Content tied to life events
Estate planning is bought at moments, not on a schedule. Anchor content to the trigger and you meet people at the exact point of intent. These themes work across blog, video, and social.
| Life event | Content angle |
|---|---|
| New baby or adoption | Guardianship, trusts for minors, updating beneficiaries |
| Marriage or remarriage | Blended-family planning, prenup coordination |
| Divorce | Removing an ex, retitling assets, new documents |
| Business sale or liquidity event | Estate-tax review, gifting, liquidity for taxes |
| Death of a parent | Probate walk-through, executor duties, inheritance planning |
| Moving states | State-law review, re-executing documents |
| Retirement | Full plan review, long-term care, beneficiary audit |
Keeping content compliant with ABA rules
Estate planning is regulated advertising, so your ideas need clean execution. ABA Model Rules 7.1 through 7.3 bar false or misleading claims, so drop any language that guarantees an outcome, promises to “avoid all taxes,” or implies a result. Use educational framing, label testimonials as individual experiences, add the disclaimers your state requires, and never present general content as legal advice. Good content and good compliance are the same discipline: be accurate, be specific, and promise a conversation, not a result.
Turning topic ideas into a pipeline
A list of ideas is not a strategy. The firms that win pick a case mix, build a cluster of blog, video, and social around it, connect each piece to the next, and end every asset with one clear invitation to book. Search and content have to work together, which is why SEO for estate planning attorneys and content planning belong in the same room. If you want the full system rather than a topic list, our approach to marketing for estate planning attorneys maps content, search, and intake into one pipeline.
If you would rather have a partner build and run this instead of doing it in the margins of a full caseload, book a consultation and we will map a content plan to the cases you actually want.
Frequently asked questions
What are the best estate planning content ideas for attracting clients?
The best ideas map to the cases you want to sign.
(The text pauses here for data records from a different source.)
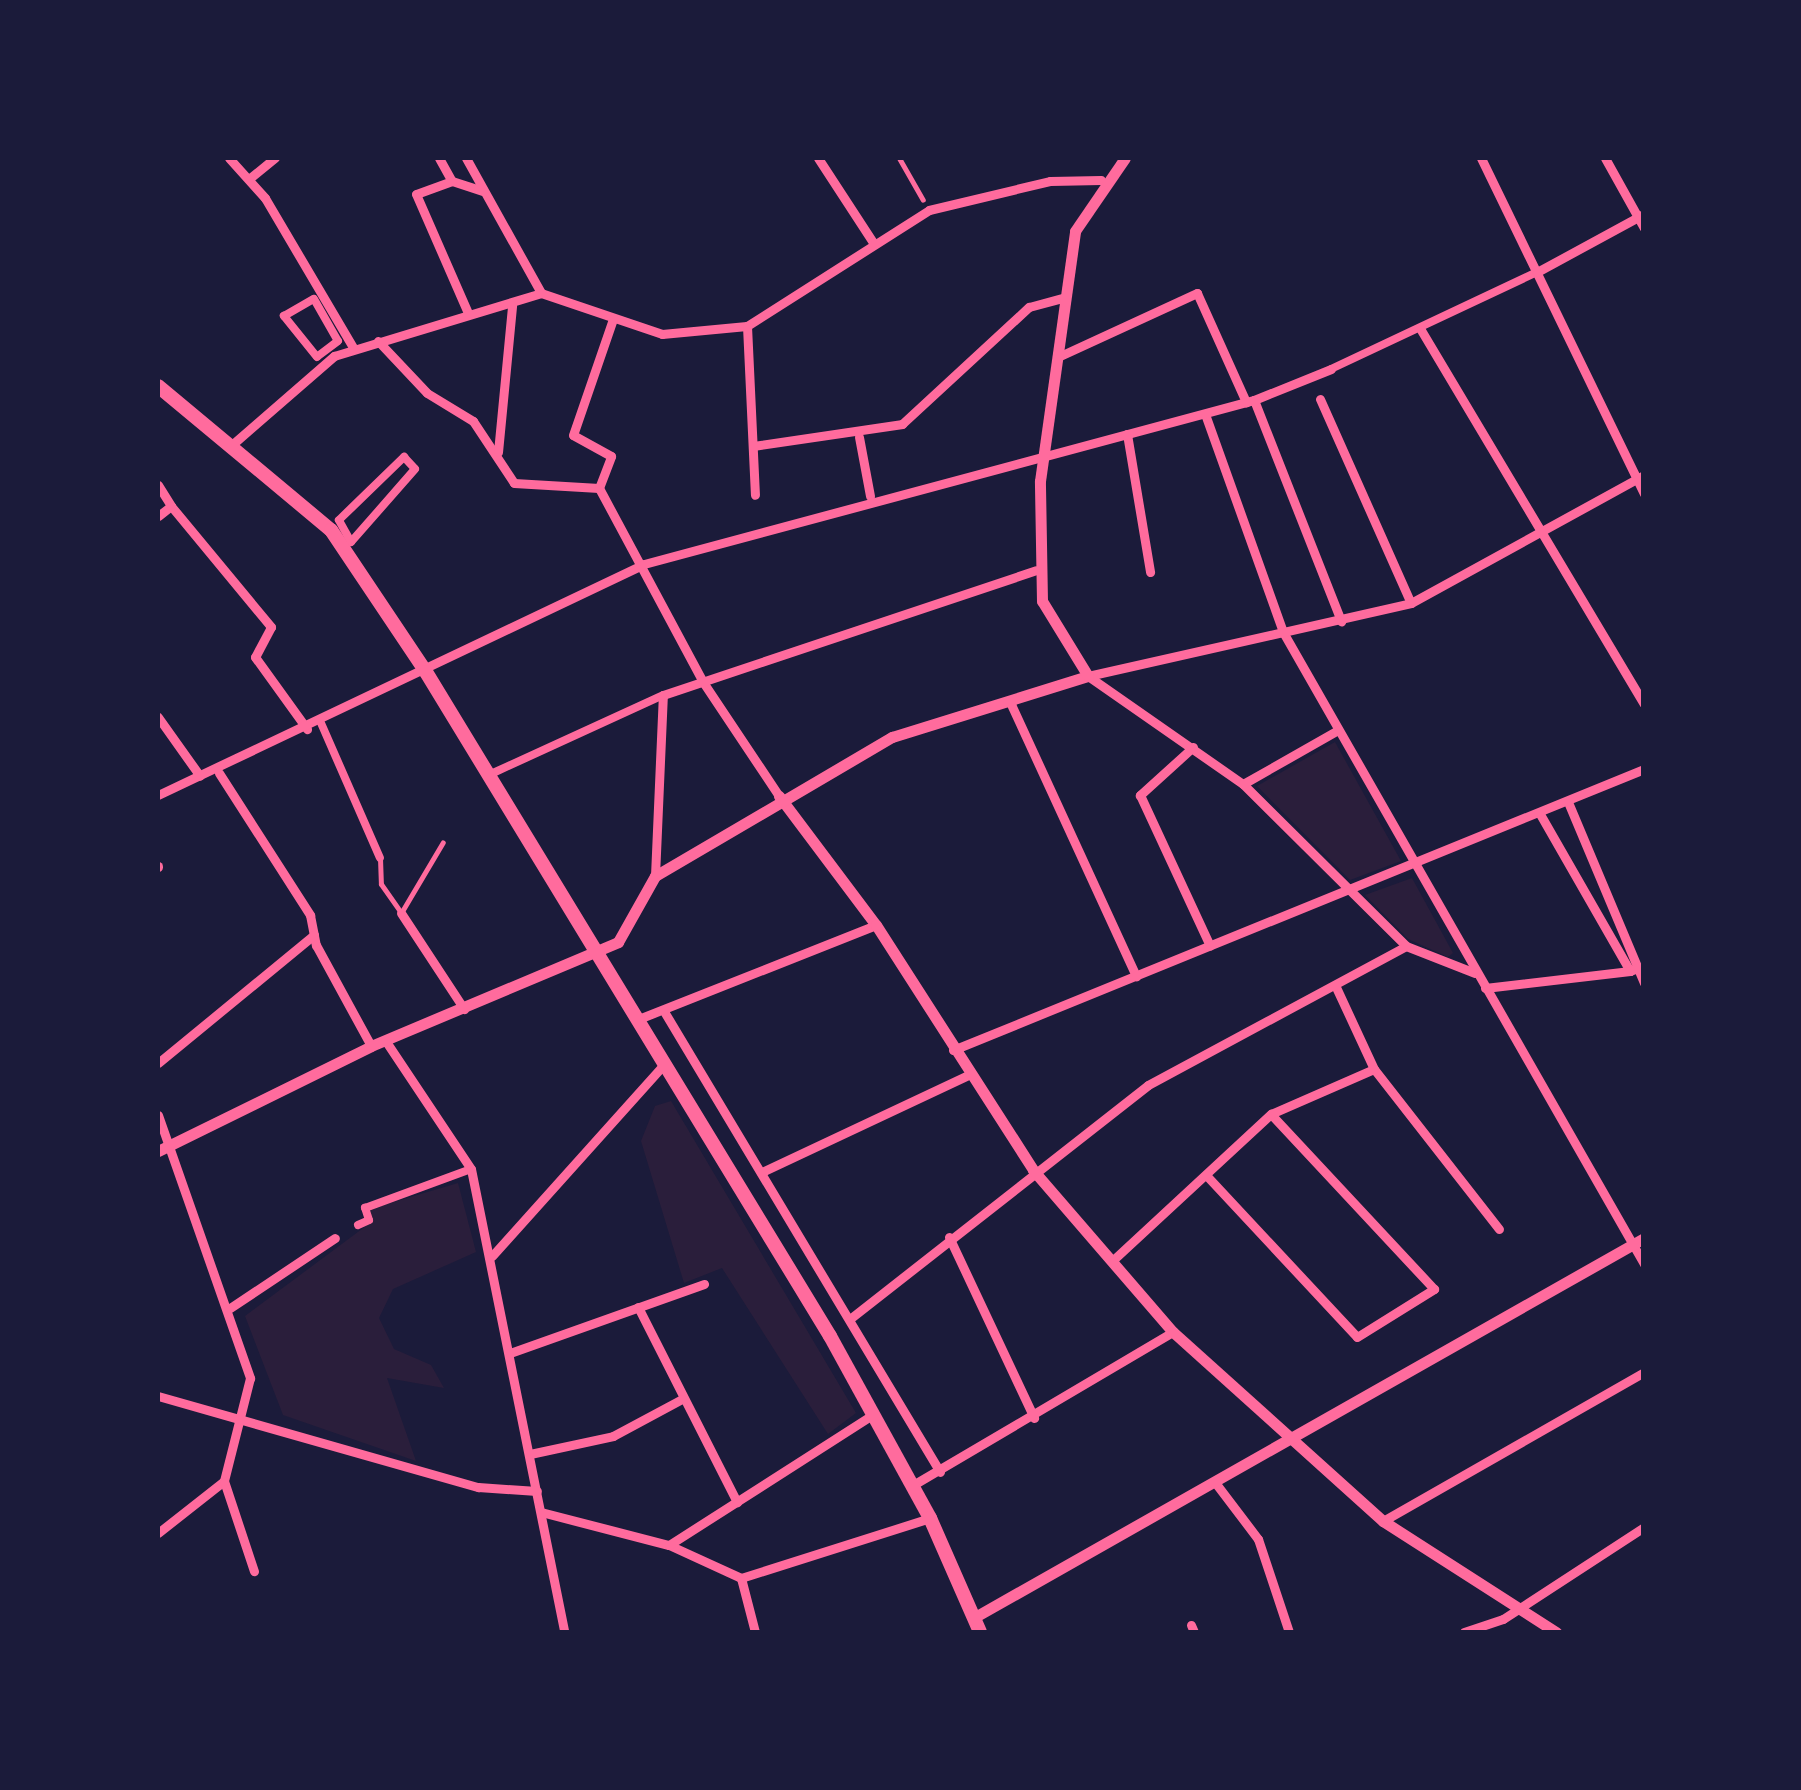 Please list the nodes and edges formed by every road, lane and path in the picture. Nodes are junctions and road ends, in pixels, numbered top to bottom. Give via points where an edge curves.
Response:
1 (229, 158) edge
2 (275, 158) edge
3 (438, 158) edge
4 (466, 158) edge
5 (818, 158) edge
6 (899, 158) edge
7 (1125, 158) edge
8 (1481, 158) edge
9 (1605, 158) edge
10 (250, 178) junction
11 (1101, 180) junction
12 (452, 181) junction
13 (482, 191) junction
14 (924, 200) dead end
15 (1641, 216) edge
16 (1644, 228) edge
17 (874, 244) junction
18 (1537, 272) junction
19 (542, 293) junction
20 (1062, 298) junction
21 (512, 306) junction
22 (468, 313) junction
23 (284, 316) joint
24 (612, 319) junction
25 (747, 326) junction
26 (1421, 330) junction
27 (378, 342) junction
28 (354, 349) junction
29 (1060, 356) junction
30 (1331, 369) joint
31 (158, 386) edge
32 (1320, 399) dead end
33 (1250, 401) junction
34 (1205, 414) junction
35 (1127, 434) junction
36 (859, 437) junction
37 (234, 443) junction
38 (753, 446) junction
39 (498, 452) junction
40 (1043, 456) junction
41 (1640, 477) edge
42 (158, 486) edge
43 (599, 488) junction
44 (1644, 494) edge
45 (755, 496) dead end
46 (870, 496) junction
47 (171, 506) junction
48 (158, 516) edge
49 (1544, 531) junction
50 (351, 542) joint
51 (644, 564) junction
52 (1036, 570) junction
53 (1150, 572) dead end
54 (1411, 603) junction
55 (1341, 620) junction
56 (1283, 632) junction
57 (426, 672) junction
58 (1088, 676) junction
59 (702, 682) junction
60 (662, 695) junction
61 (1010, 702) junction
62 (1644, 704) edge
63 (158, 717) edge
64 (321, 722) junction
65 (307, 729) junction
66 (1338, 730) junction
67 (1193, 747) junction
68 (1644, 769) edge
69 (219, 773) junction
70 (493, 774) junction
71 (200, 776) junction
72 (1243, 784) junction
73 (779, 796) junction
74 (159, 797) edge
75 (1568, 802) junction
76 (1540, 814) junction
77 (443, 842) dead end
78 (380, 858) joint
79 (1412, 865) junction
80 (655, 876) junction
81 (1348, 890) junction
82 (402, 913) junction
83 (876, 925) junction
84 (314, 935) junction
85 (1210, 946) junction
86 (1406, 946) junction
87 (596, 952) junction
88 (1634, 970) junction
89 (1475, 973) junction
90 (1136, 976) junction
91 (1644, 982) edge
92 (1335, 986) junction
93 (1485, 988) junction
94 (464, 1009) junction
95 (665, 1014) junction
96 (636, 1020) junction
97 (384, 1040) junction
98 (371, 1046) junction
99 (953, 1050) junction
100 (158, 1063) edge
101 (666, 1063) junction
102 (1374, 1069) junction
103 (970, 1074) junction
104 (1272, 1114) junction
105 (158, 1116) edge
106 (172, 1145) junction
107 (158, 1152) edge
108 (471, 1169) junction
109 (1033, 1170) junction
110 (762, 1172) junction
111 (1206, 1175) junction
112 (358, 1225) dead end
113 (1498, 1229) dead end
114 (948, 1236) junction
115 (335, 1238) dead end
116 (1638, 1241) edge
117 (492, 1256) junction
118 (1112, 1261) junction
119 (1644, 1264) edge
120 (704, 1284) dead end
121 (638, 1307) junction
122 (230, 1308) junction
123 (851, 1318) junction
124 (1173, 1332) junction
125 (510, 1352) junction
126 (1644, 1372) edge
127 (158, 1396) edge
128 (682, 1398) junction
129 (874, 1414) junction
130 (1034, 1418) junction
131 (242, 1420) junction
132 (1289, 1439) junction
133 (530, 1454) junction
134 (940, 1472) junction
135 (224, 1481) junction
136 (1217, 1485) junction
137 (913, 1486) junction
138 (536, 1491) junction
139 (737, 1502) junction
140 (540, 1512) junction
141 (930, 1518) junction
142 (1383, 1521) junction
143 (1644, 1527) edge
144 (158, 1533) edge
145 (668, 1545) junction
146 (254, 1571) dead end
147 (741, 1578) junction
148 (1514, 1604) junction
149 (975, 1617) junction
150 (564, 1632) edge
151 (755, 1632) edge
152 (980, 1632) edge
153 (1290, 1632) edge
154 (1464, 1632) edge
155 (1556, 1632) edge

1 - 10 street
2 - 10 street
3 - 12 street
4 - 13 street
5 - 17 street
6 - 14 lane
7 - 11 street
8 - 18 street
9 - 15 street
10 - 28 street
11 - 17 street via 941,205
11 - 20 street via 1075,231
12 - 13 street
12 - 22 street via 416,194
13 - 19 street
15 - 16 street
15 - 18 street
17 - 25 street
18 - 26 street
18 - 41 street
19 - 21 street
19 - 24 street
20 - 29 street
20 - 36 street via 1029,306 902,424
21 - 22 street
21 - 39 street
22 - 27 street
23 - 23 street via 318,357 338,341 314,299
24 - 25 street via 662,334
24 - 43 street via 573,436 611,456
25 - 38 street
26 - 30 street
26 - 49 street
27 - 28 street
27 - 39 street
28 - 37 street via 293,386
29 - 33 street via 1197,293
29 - 40 street
30 - 33 street
31 - 37 main road
32 - 54 street
33 - 34 street
33 - 55 street
34 - 35 street
34 - 56 street
35 - 40 street
35 - 53 street
36 - 38 street
36 - 46 street
37 - 57 main road via 331,530
38 - 45 street
39 - 43 street via 514,483
40 - 46 street
40 - 52 street
41 - 44 street
41 - 49 street
42 - 47 street
43 - 51 street
46 - 51 street
47 - 48 street
47 - 65 street via 271,627 255,658
49 - 54 street
49 - 62 street
50 - 50 street via 415,469 404,456 339,520
51 - 57 street
51 - 59 street
52 - 58 street via 1042,601
52 - 59 street
54 - 55 street
55 - 56 street
56 - 58 street
56 - 66 street
57 - 64 street
57 - 70 main road
58 - 61 street
58 - 67 street
59 - 60 street
59 - 73 street
60 - 70 street
60 - 80 street
61 - 73 street via 892,738
61 - 90 street
63 - 71 street
64 - 65 street
64 - 78 street
65 - 69 street
66 - 72 street
66 - 79 street
67 - 72 street
67 - 85 street via 1140,795
68 - 75 street
69 - 71 street
69 - 84 street
70 - 87 main road
71 - 74 street
72 - 81 street
73 - 80 street
73 - 83 street
75 - 76 street
75 - 88 street
76 - 79 street
76 - 88 street
77 - 82 lane
78 - 82 lane via 381,884
79 - 81 street
79 - 89 street
80 - 87 street via 618,942
81 - 85 street
81 - 86 street
82 - 94 street
83 - 95 street
83 - 99 street
84 - 98 street
84 - 100 street
85 - 90 street
86 - 89 street
86 - 92 street
87 - 94 street
87 - 96 main road
88 - 91 street
88 - 93 street
89 - 93 street
90 - 99 street
92 - 102 street
92 - 109 street via 1148,1085
93 - 116 street
94 - 97 street
95 - 96 street
95 - 110 street
96 - 101 main road
97 - 98 street
97 - 108 street
98 - 106 street
99 - 103 street
101 - 117 street
101 - 129 main road
102 - 104 street
102 - 113 street
103 - 109 street
103 - 110 street
104 - 111 street
104 - 111 street via 1434,1289 1356,1337
105 - 106 street
106 - 107 street
106 - 122 street
108 - 112 street via 365,1208 369,1220
108 - 117 street
109 - 114 street
109 - 118 street
110 - 123 street
111 - 118 street
114 - 123 street
114 - 130 street
115 - 122 street
116 - 119 street
116 - 132 street
117 - 125 street
118 - 124 street
120 - 121 street
121 - 125 street
121 - 128 street
122 - 131 street via 250,1378
123 - 134 street
124 - 130 street
124 - 132 street
125 - 133 street
126 - 142 street
127 - 131 street
128 - 133 street via 613,1436
128 - 139 street
129 - 137 main road
129 - 139 street
130 - 134 street
131 - 135 street
131 - 138 street via 478,1487
132 - 136 street
132 - 142 street
133 - 138 street
134 - 137 street
135 - 144 street
135 - 146 street
136 - 149 street
136 - 153 street via 1258,1539
137 - 141 main road
138 - 140 street
139 - 145 street
140 - 145 street
140 - 150 street
141 - 147 street
141 - 149 main road
142 - 148 street
143 - 148 street
145 - 147 street
147 - 151 street
148 - 154 street via 1504,1619
148 - 155 street
149 - 152 main road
Will-versus-trust and probate-avoidance posts pull first-time planners, while estate-tax review and business-succession content attracts high-net-worth families and owners. Choose topics by case type and reader life stage, then match each to blog, video, or social.
How often should an estate planning firm publish content?
Consistency beats volume. A realistic cadence is one solid blog post a week, two or three short videos a month, and two to four social posts a week. A steady rhythm you can sustain for a year outperforms a burst that stops after six weeks. Repurpose each piece across formats to stretch effort.
Should the 2026 estate tax sunset still drive my content?
No. The One Big Beautiful Bill Act, signed July 4, 2025, made the $15M per-person exemption permanent and indexed to inflation, so the old 2026 sunset urgency is gone. Reframe estate-tax content around plan reviews, state-level taxes, and non-tax reasons to update a plan.
Does video really matter for estate planning attorneys?
Yes. Clients are choosing someone to trust with a personal decision, and short face-to-camera videos let them judge your clarity and warmth before they call. One 60-to-90-second clip per idea, reused as a reel, a short, and a blog embed, gives you strong reach for modest effort.
How do I stay compliant with ABA rules in my content?
Follow ABA Model Rules 7.1 to 7.3. Avoid guarantees, promises of specific outcomes, or misleading claims. Frame content as education, label testimonials as individual experiences with consent, include required disclaimers, and make clear that general content is not legal advice. Accuracy and specificity keep you both compliant and credible.
How can content help me get more referrals from advisors and CPAs?
Create assets built for partners to forward, such as a “when to refer” checklist, a shared webinar, or a quarterly rules update they can reshare. When your content makes an advisor or CPA look informed to their client, they send you the case. Referral-partner content compounds far faster than ads.